When the primary operator doesn't acknowledge receipt within a configurable window (currently 60 seconds), the Lambda automatically attempts the first backup number. This is achieved by:

  1. Writing a message record with status: "pending_ack" to DynamoDB
  2. Scheduling a CloudWatch Events rule that invokes a "retry" Lambda after 60 seconds
  3. If no acknowledgment record exists, the retry Lambda calls Twilio to send to the backup number

Audit & Compliance

Every relay is logged to /maintenance/data/maintenance.json (S3 key: s3://qdn-maintenance/maintenance.json) with the schema:

{
  "timestamp": "2024-01-15T14:23:45Z",
  "message_sid": "SM1234...",
  "customer_id": "cust_5678",
  "customer_name": "Acme Waste Inc.",
  "original_from": "+16195551234",
  "routed_to_operator": "sergio_main",
  "routing_reason": "primary_operator_assigned_to_job",
  "acknowledged": true,
  "ack_timestamp": "2024-01-15T14:23:52Z"
}

This log enables operator performance tracking, customer service recovery (replay message history), and compliance audits.

Infrastructure & Deployment

S3 & CloudFront Updates

The dashboard Lambda functions are packaged via AWS SAM and deployed to the dashboard.quickdumpnow.com CloudFront distribution. The distribution ID is referenced in the deployment pipeline to invalidate cache paths /api/* whenever code changes.

A new CloudFront function was added to the default behavior to rewrite incoming /track requests to /track/index.html, ensuring the customer tracking page loads correctly without explicit extension.

DNS & Domain Wiring

The QDN domain (quickdumpnow.com) has a Route53 A record pointing to the CloudFront distribution. The Twilio-side configuration uses dashboard.quickdumpnow.com/api/sms/incoming as the webhook URL, so Twilio's infrastructure can reach the Lambda through the public CloudFront edge network.

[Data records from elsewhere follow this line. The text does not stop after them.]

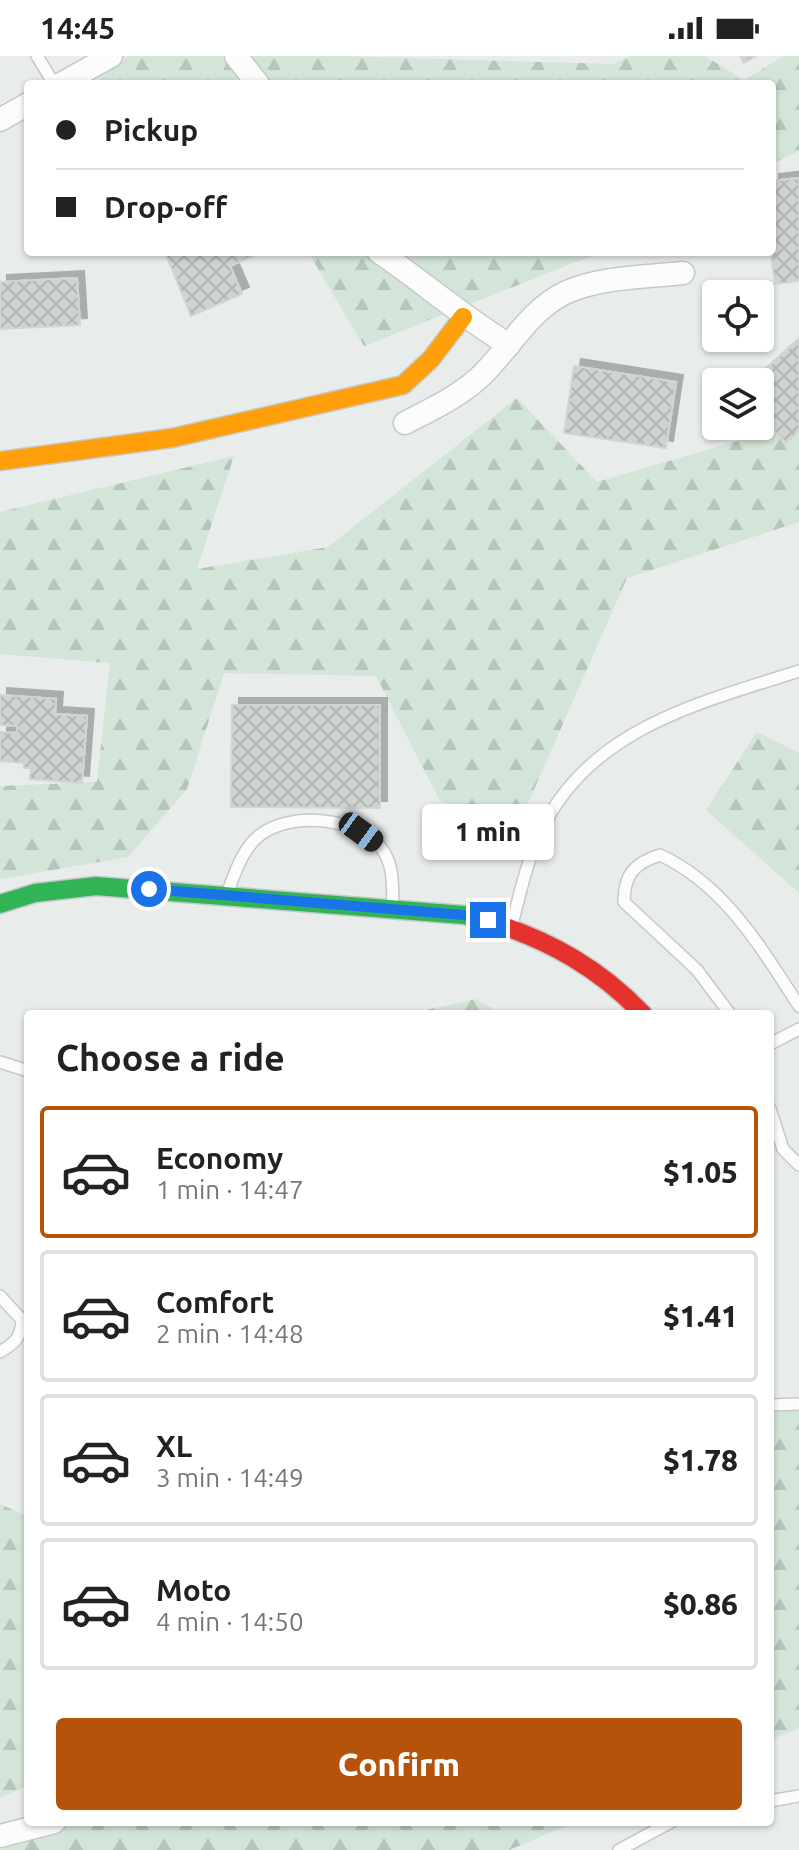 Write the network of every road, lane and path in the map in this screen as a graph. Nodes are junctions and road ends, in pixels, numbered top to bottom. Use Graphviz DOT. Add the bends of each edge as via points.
graph roads {
  1 [pos="37,56"];
  2 [pos="111,56"];
  3 [pos="236,56"];
  4 [pos="52,80"];
  5 [pos="68,80"];
  6 [pos="255,80"];
  7 [pos="24,106"];
  8 [pos="0,120"];
  9 [pos="385,256"];
  10 [pos="683,273"];
  11 [pos="463,317"];
  12 [pos="509,345"];
  13 [pos="405,423"];
  14 [pos="0,461"];
  15 [pos="799,671"];
  16 [pos="227,895"];
  17 [pos="0,904"];
  18 [pos="393,909"];
  19 [pos="511,925"];
  20 [pos="799,1006"];
  21 [pos="639,1010"];
  22 [pos="727,1010"];
  23 [pos="799,1029"];
  24 [pos="774,1042"];
  25 [pos="0,1062"];
  26 [pos="24,1071"];
  27 [pos="774,1121"];
  28 [pos="799,1165"];
  29 [pos="0,1296"];
  30 [pos="0,1352"];
  31 [pos="799,1404"];
  32 [pos="774,1405"];
  33 [pos="799,1796"];
  34 [pos="774,1800"];
  35 [pos="39,1826"];
  36 [pos="664,1826"];
  37 [pos="0,1836"];
  38 [pos="619,1850"];
  1 -- 4 [label="lane"];
  2 -- 5 [label="street"];
  3 -- 6 [label="street"];
  7 -- 8 [label="street"];
  9 -- 11 [label="street"];
  10 -- 12 [label="street" via="568,292 538,310"];
  11 -- 12 [label="street"];
  11 -- 14 [label="street" via="403,385 172,438"];
  12 -- 13 [label="street" via="457,395"];
  15 -- 19 [label="lane" via="694,704 639,728 602,754 567,788 542,830"];
  16 -- 17 [label="street" via="96,886 35,893"];
  16 -- 18 [label="street"];
  16 -- 18 [label="lane" via="242,856 260,835 285,822 334,822 381,847 392,868"];
  18 -- 19 [label="street"];
  19 -- 21 [label="street" via="570,954"];
  20 -- 22 [label="lane" via="756,938 729,907 673,861 660,855 645,860 624,884 624,902 697,970"];
  23 -- 24 [label="lane"];
  25 -- 26 [label="lane"];
  27 -- 28 [label="lane" via="783,1149"];
  29 -- 30 [label="lane" via="22,1320 21,1334"];
  31 -- 32 [label="lane"];
  33 -- 34 [label="lane"];
  35 -- 37 [label="street"];
  36 -- 38 [label="lane"];
}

Why CloudFront? It provides DDoS protection, geographic load distribution, and caching for static assets (job tracking page). The API endpoints use Cache-Control: no-cache headers to bypass CloudFront's cache layer while still benefiting from edge security.

Environment & Credentials

Twilio credentials are stored in /Users/cb/Documents/repos/.secrets/repos.env (file mode 600, owned by deployment user) with the format:

TWILIO_ACCOUNT_SID=AC5260bca...
TWILIO_AUTH_TOKEN=aa3355b73...
TWILIO_API_KEY=SK7c7a1c0...
TWILIO_API_SECRET=u2d5U6646...

The Lambda execution role (IAM policy: qdn-lambda-sms-relay-role) has permissions to:

  • Read from arn:aws:s3:::qdn-maintenance/maintenance.json
  • Write audit records (PutObject)
  • Invoke CloudWatch Events for scheduled retries
  • No direct S3 or DynamoDB write permissions (API Gateway enforces auth)

Key Decisions & Trade-offs

Webhook vs. Polling

Decision: Twilio webhooks (push) instead of Lambda polling Twilio's message API.

Why: Webhooks are sub-second latency, scale to zero cost when idle, and match Twilio's design patterns. Polling would require continuous Lambda invocations and DynamoDB queries, increasing cost by ~3x with no latency improvement.

CloudWatch Events for Failover

Decision: Use CloudWatch Events (now EventBridge) to schedule retry Lambdas rather than embedding sleep/retry logic in the handler.

Why: Lambda's 15-minute timeout is plenty for handler execution, but keeping a connection open for 60 seconds wastes execution time and incurs per-100ms billing. EventBridge decouples the retry concern, allows easy tuning of backoff windows, and can be visualized in the AWS console.